I made a little video showing how easy it is to start saving Internet history.
You can track the status of the Upcoming archiving effort in real-time, currently at around 6% of the complete site.
And again, thanks to all the dedicated volunteers of Archive Team for their effort.
Update (April 23): Three days later, the Upcoming archive is complete. Every event, venue, group, and user page is currently being compressed and uploaded in batches to the Internet Archive. Truly amazing.
My next step: to parse the HTML and extract structured data, distributed that database, and build something off it to make the community-contributed material accessible after Yahoo shuts it down.
Just an FYI for those that have spare boxes/instances lying around, you can just run the script separately.
Here’s how to get it running on Ubuntu (runs on :8001, I haven’t tested w/ virtualenv, don’t run this willy nilly on production boxes unless you know what you’re doing obvs)
but just yesterday you told us that upcoming was mostly spam since 2009….what needs saving?
Regarding the spam, it seems to me that it would contain interesting information. For example, what was the spam trying to sell (or otherwise) and how did that change over time? You can learn a lot about a culture by going through its garbage dumps.
Moreover, not *everything* on Upcoming is spam (especially in its early days). May as well get the whole shebang now, before it’s gone forever, then filter it later.

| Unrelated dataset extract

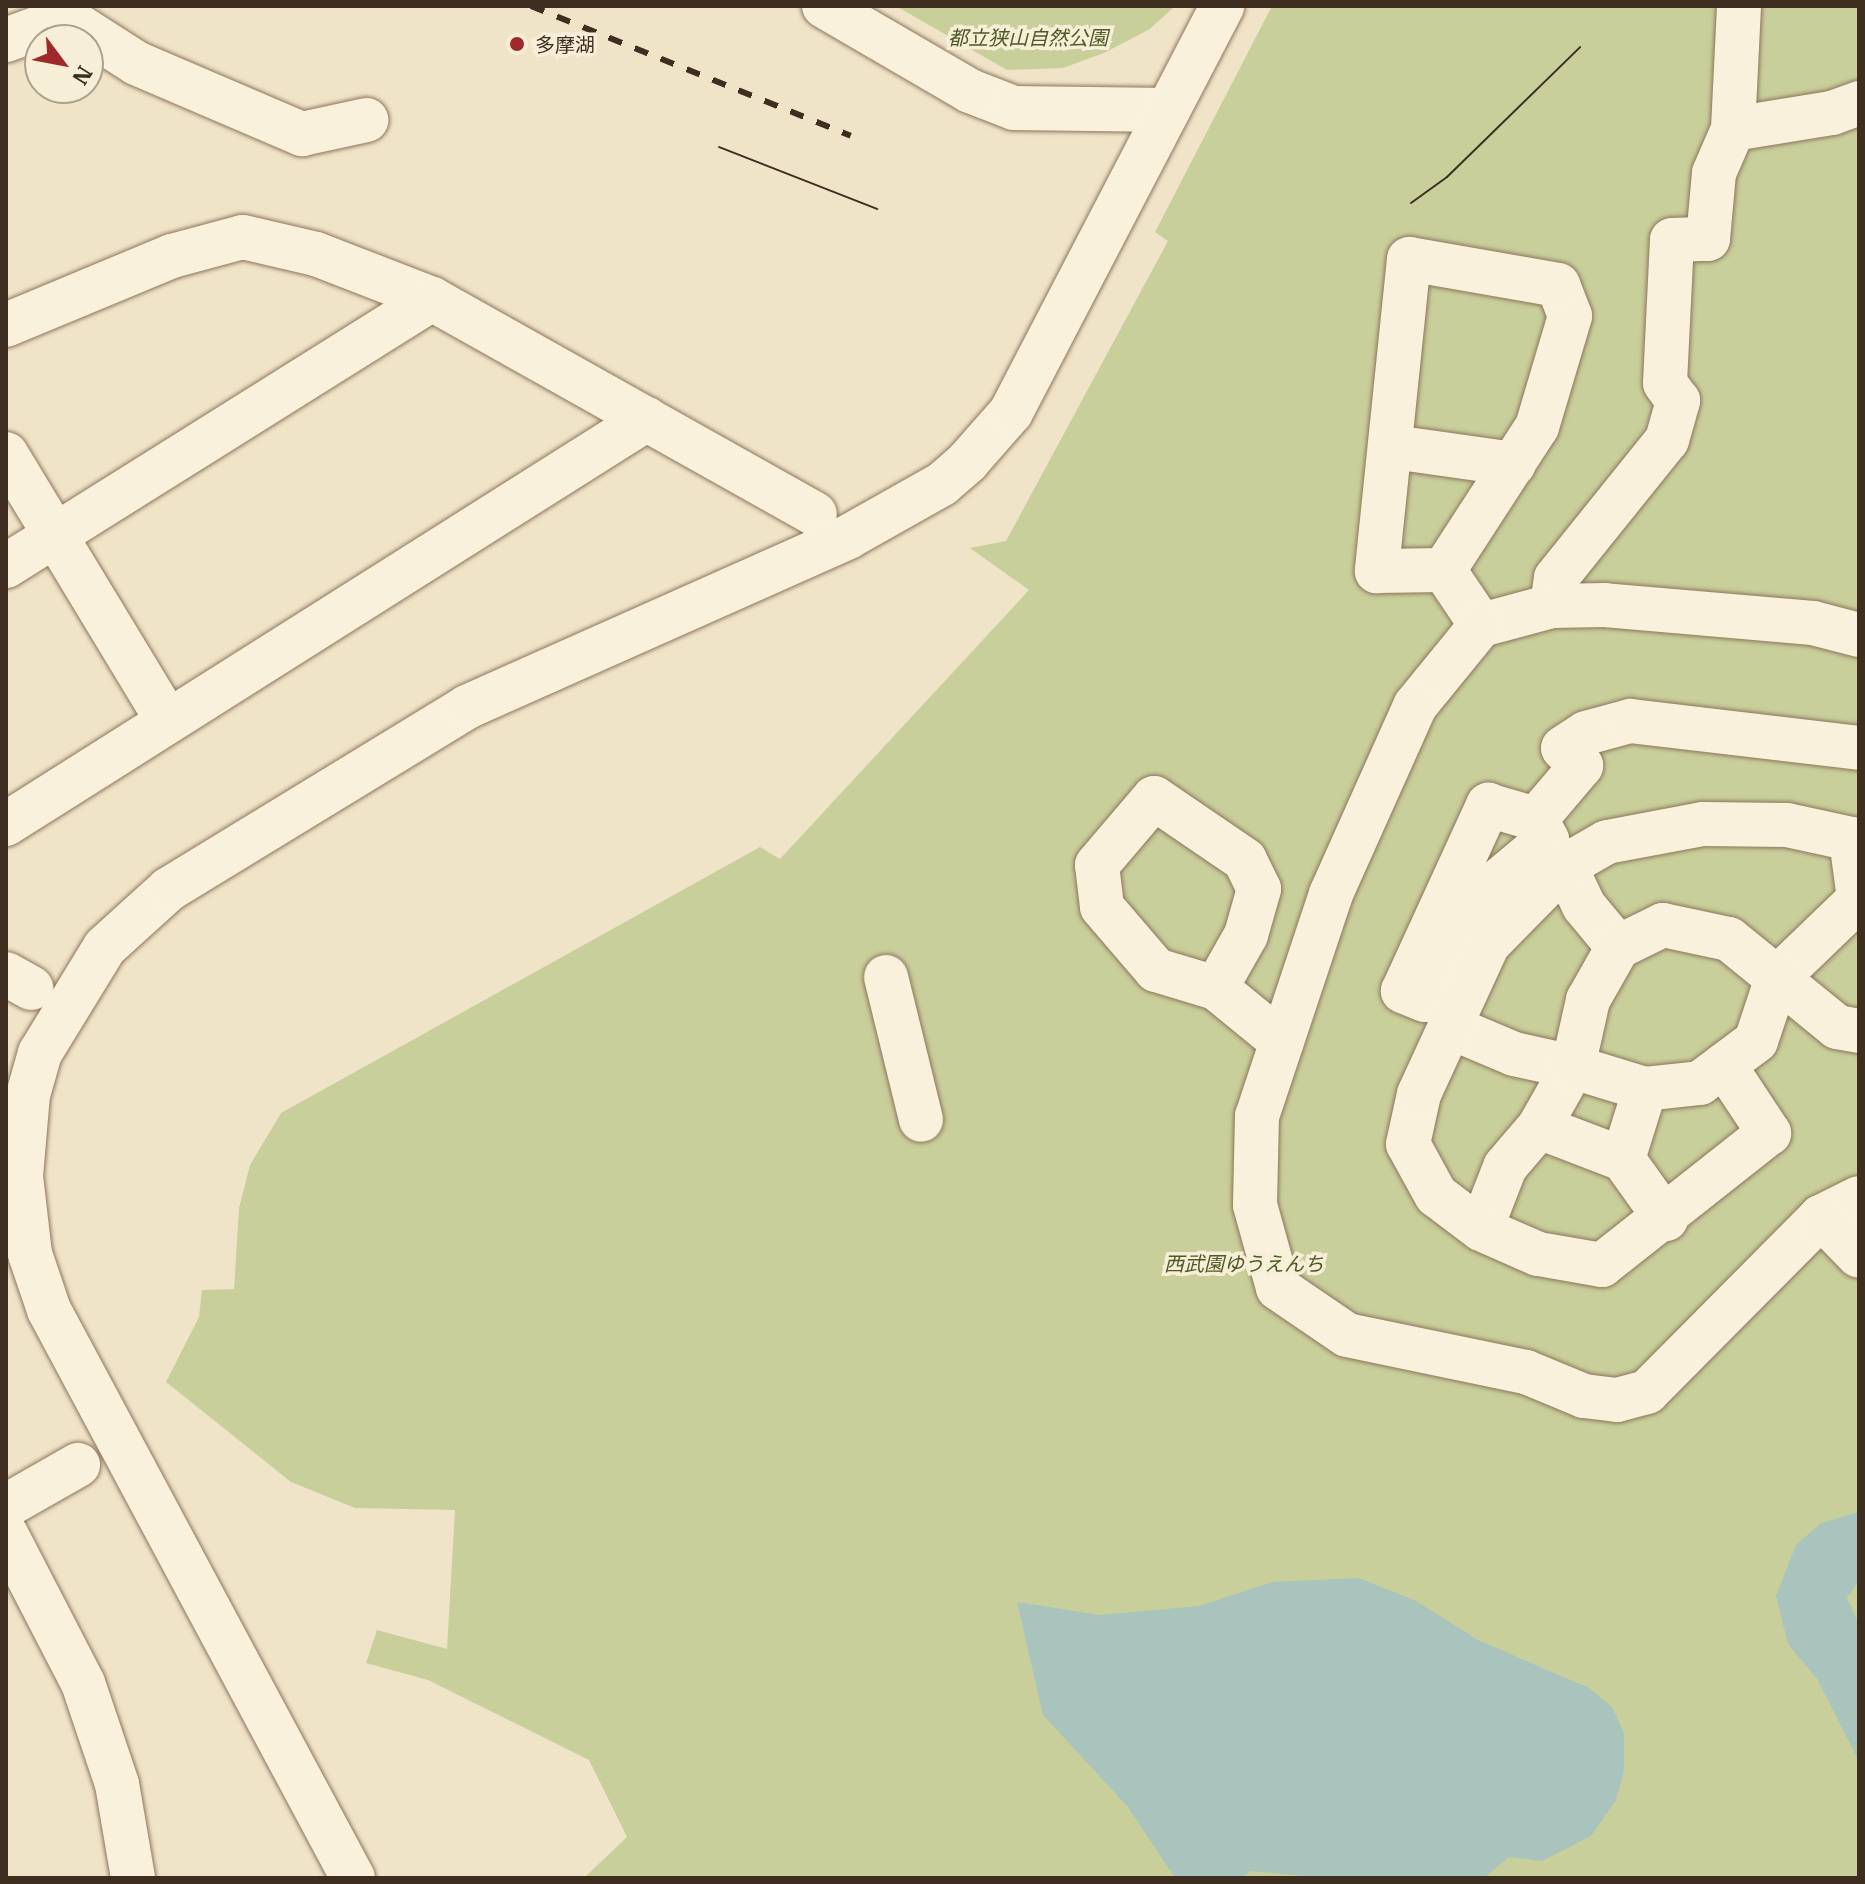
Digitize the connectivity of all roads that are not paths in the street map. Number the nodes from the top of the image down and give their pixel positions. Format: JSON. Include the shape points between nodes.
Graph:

Here’s an example of some of the internal Yahoo dysfunctional bullshit.
This guy is so entitled, not realizing the love that people put into Upcoming.
http://pastebin.com/37e4eeg7
Similar to LHL’s notes, if you also want to run this on extra cloud instances of Heroku, you can do so for free. I hacked together some quick instructions and a script to help here:
https://github.com/mroth/upcoming-cloud-warrior/
This is particularly handy if you use a laptop and it’s not always online, or just want to maximize your contribution.

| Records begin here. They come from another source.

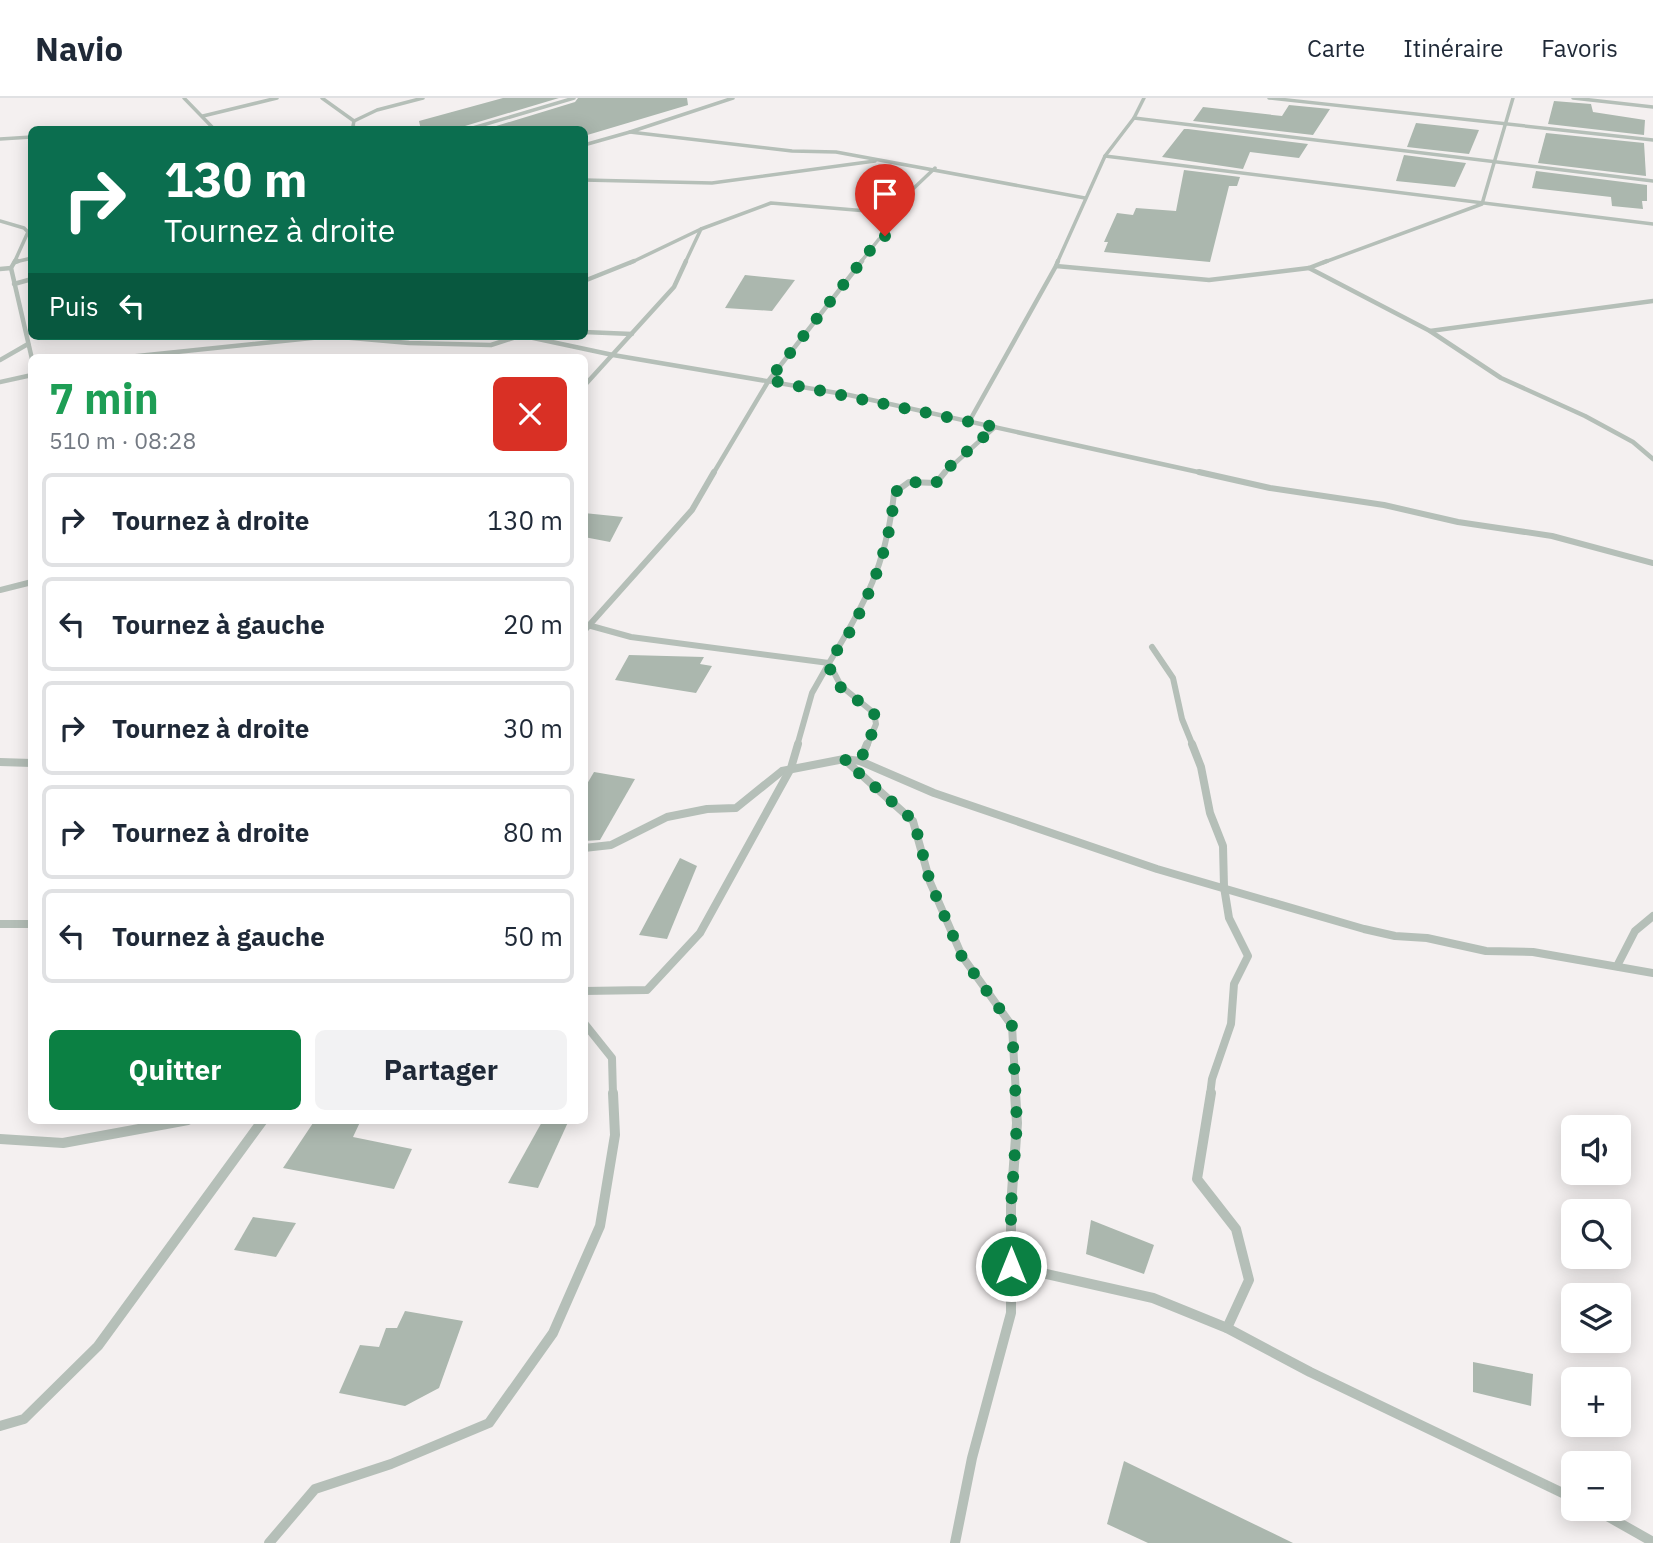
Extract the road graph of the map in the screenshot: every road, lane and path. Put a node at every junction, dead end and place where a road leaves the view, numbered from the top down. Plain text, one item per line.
1 (184, 98) edge
2 (277, 98) edge
3 (322, 98) edge
4 (423, 98) edge
5 (574, 98) edge
6 (733, 98) edge
7 (1144, 98) edge
8 (1269, 98) edge
9 (1520, 98) edge
10 (1573, 98) edge
11 (1513, 99) edge
12 (1653, 107) edge
13 (204, 116) junction
14 (1134, 118) junction
15 (354, 121) junction
16 (1505, 123) junction
17 (212, 126) edge
18 (353, 126) edge
19 (480, 126) edge
20 (630, 132) junction
21 (28, 137) edge
22 (0, 139) edge
23 (1653, 140) edge
24 (588, 144) edge
25 (1105, 156) junction
26 (887, 160) junction
27 (1496, 162) junction
28 (935, 168) junction
29 (588, 180) edge
30 (1653, 181) edge
31 (1085, 198) junction
32 (1482, 204) junction
33 (891, 213) junction
34 (0, 221) edge
35 (1653, 224) edge
36 (701, 229) junction
37 (28, 259) edge
38 (14, 262) junction
39 (1056, 266) junction
40 (10, 268) junction
41 (1309, 268) junction
42 (0, 269) edge
43 (588, 279) edge
44 (28, 280) edge
45 (14, 284) junction
46 (1653, 301) edge
47 (1430, 331) junction
48 (588, 332) edge
49 (632, 334) junction
50 (292, 340) edge
51 (402, 340) edge
52 (508, 340) edge
53 (541, 340) edge
54 (28, 344) junction
55 (31, 354) edge
56 (157, 354) edge
57 (613, 355) junction
58 (0, 360) edge
59 (28, 377) edge
60 (769, 380) junction
61 (0, 382) edge
62 (588, 382) edge
63 (970, 420) junction
64 (995, 427) junction
65 (1653, 459) edge
66 (1653, 564) edge
67 (28, 583) edge
68 (0, 590) edge
69 (588, 625) edge
70 (588, 627) edge
71 (1152, 647) dead end
72 (829, 663) junction
73 (844, 760) junction
74 (860, 761) junction
75 (0, 762) edge
76 (28, 763) edge
77 (791, 768) junction
78 (588, 848) edge
79 (1224, 887) junction
80 (1653, 916) edge
81 (0, 924) edge
82 (28, 924) edge
83 (1617, 966) junction
84 (1653, 974) edge
85 (588, 991) edge
86 (588, 1028) edge
87 (165, 1124) edge
88 (260, 1124) edge
89 (0, 1139) edge
90 (1011, 1266) junction
91 (1227, 1328) junction
92 (0, 1426) edge
93 (1561, 1492) edge
94 (1616, 1521) edge
95 (1653, 1542) edge
96 (269, 1543) edge
97 (955, 1543) edge

1 - 13 street
2 - 13 street
3 - 15 street
4 - 15 street
5 - 19 street
6 - 20 street
7 - 14 street
8 - 16 street
9 - 11 street
10 - 12 street
11 - 16 street
13 - 17 street
14 - 25 street
14 - 27 street
15 - 18 street
16 - 23 street
16 - 27 street
20 - 24 street
20 - 26 street
21 - 22 street
25 - 31 street
25 - 32 street
26 - 28 street
26 - 29 street
27 - 30 street
27 - 32 street
28 - 31 street
28 - 33 street
31 - 39 street
32 - 35 street
32 - 41 street
33 - 36 street
33 - 60 street
34 - 38 street
36 - 43 street
36 - 49 street
37 - 38 street
38 - 40 street
39 - 41 street
39 - 63 street
40 - 42 street
40 - 45 street
41 - 47 street
44 - 45 street
45 - 54 street
46 - 47 street
47 - 65 street
48 - 49 street
49 - 57 street
50 - 56 street
51 - 52 street
53 - 57 street
54 - 55 street
54 - 58 street
57 - 60 street
57 - 62 street
59 - 61 street
60 - 63 street
60 - 69 street
63 - 64 street
64 - 66 street
64 - 72 street
67 - 68 street
70 - 72 street
71 - 79 street
72 - 74 street
72 - 77 street
73 - 74 street
73 - 77 street
73 - 90 street
74 - 79 street
75 - 76 street
77 - 78 street
77 - 85 street
79 - 83 street
79 - 91 street
80 - 83 street
81 - 82 street
83 - 84 street
86 - 96 street
87 - 89 street
88 - 92 street
90 - 91 street
90 - 97 street
91 - 93 street
94 - 95 street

I’m currently running it on 3x dynos and it’s chugging along pretty fast.
@anonymous April 20, 8:05pm
Wow. I keep wanting to give Yahoo a sixth or seventh chance because of the good old days. But they keep making that hard to do, with crap like this.
Dang, VMWare won’t let me run the archive warrior machine after importing it. Something about no master IDE drive (I have SSD/Fusion in this iMac) and it just dies.
Thanks, I’m running the software now. I’m actually in the middle of moving a friend’s blog from Posterous and didn’t know the effort was under way. It’s a big relief to know that the old site may stay up, even if only to point people to the new one.
I buy my own email, recently signed up for Pinboard, and am kind of actively looking for other services I can pay for. We can buy & build our way out of a nightmare future of Facebook, Google, etc. pwning us all.
I used an @mailinator address the other day while posting a comment (and am doing so again) to retain my anonymity – is there a reason the comment wasn’t posted? Did it get caught up in the filter?
I usually remove comments that add little to the conversation, and especially substance-free comments that are entirely anonymous. Go post it on Hacker News or use your real name.
Andy, I think you’re a great guy and understand your frustrations – I even downloaded Warrior and am doing my best to preserve Upcoming, because I think on a personal level that it’s important to keep as many artifacts from our culture as possible. For professional reasons, I can’t include my name; however, I thought by including the quote from the Y! email thread, the conversation could be furthered because they’re legitimate points outside of the crappy delivery by the original author.
In addition to that, Yahoo is facing a huge lawsuit currently for releasing user data in 2006 to some researchers without properly scrubbing it. Of course they’re wary of providing any internal info regarding users and using company resources for a product that didn’t work is rightfully within the realm of legitimate management concern.
I’ve repasted a truncated version of the comment below because I think it’s an important topic for founders/users/readers to consider. Data retention isn’t even something most people think about when selling and if it is a part of their ethos, need to have written in.
“I guess I didn’t realize that the stockholders are under some obligation to pay for the servers and electricity to keep upcoming, geocities, etc. online FOREVER.
He could have included provisions about what happened if Y! shut down upcoming in his contract, but he apparently didn’t. Too bad!
I agree with one thing he says. If he couldn’t live with all of the possible consequences of selling to Yahoo, he shouldn’t have done it.”
Woohoo! Archive Team successfully finished archiving all the events that they generated IDs for: http://tracker.archiveteam.org/upcoming/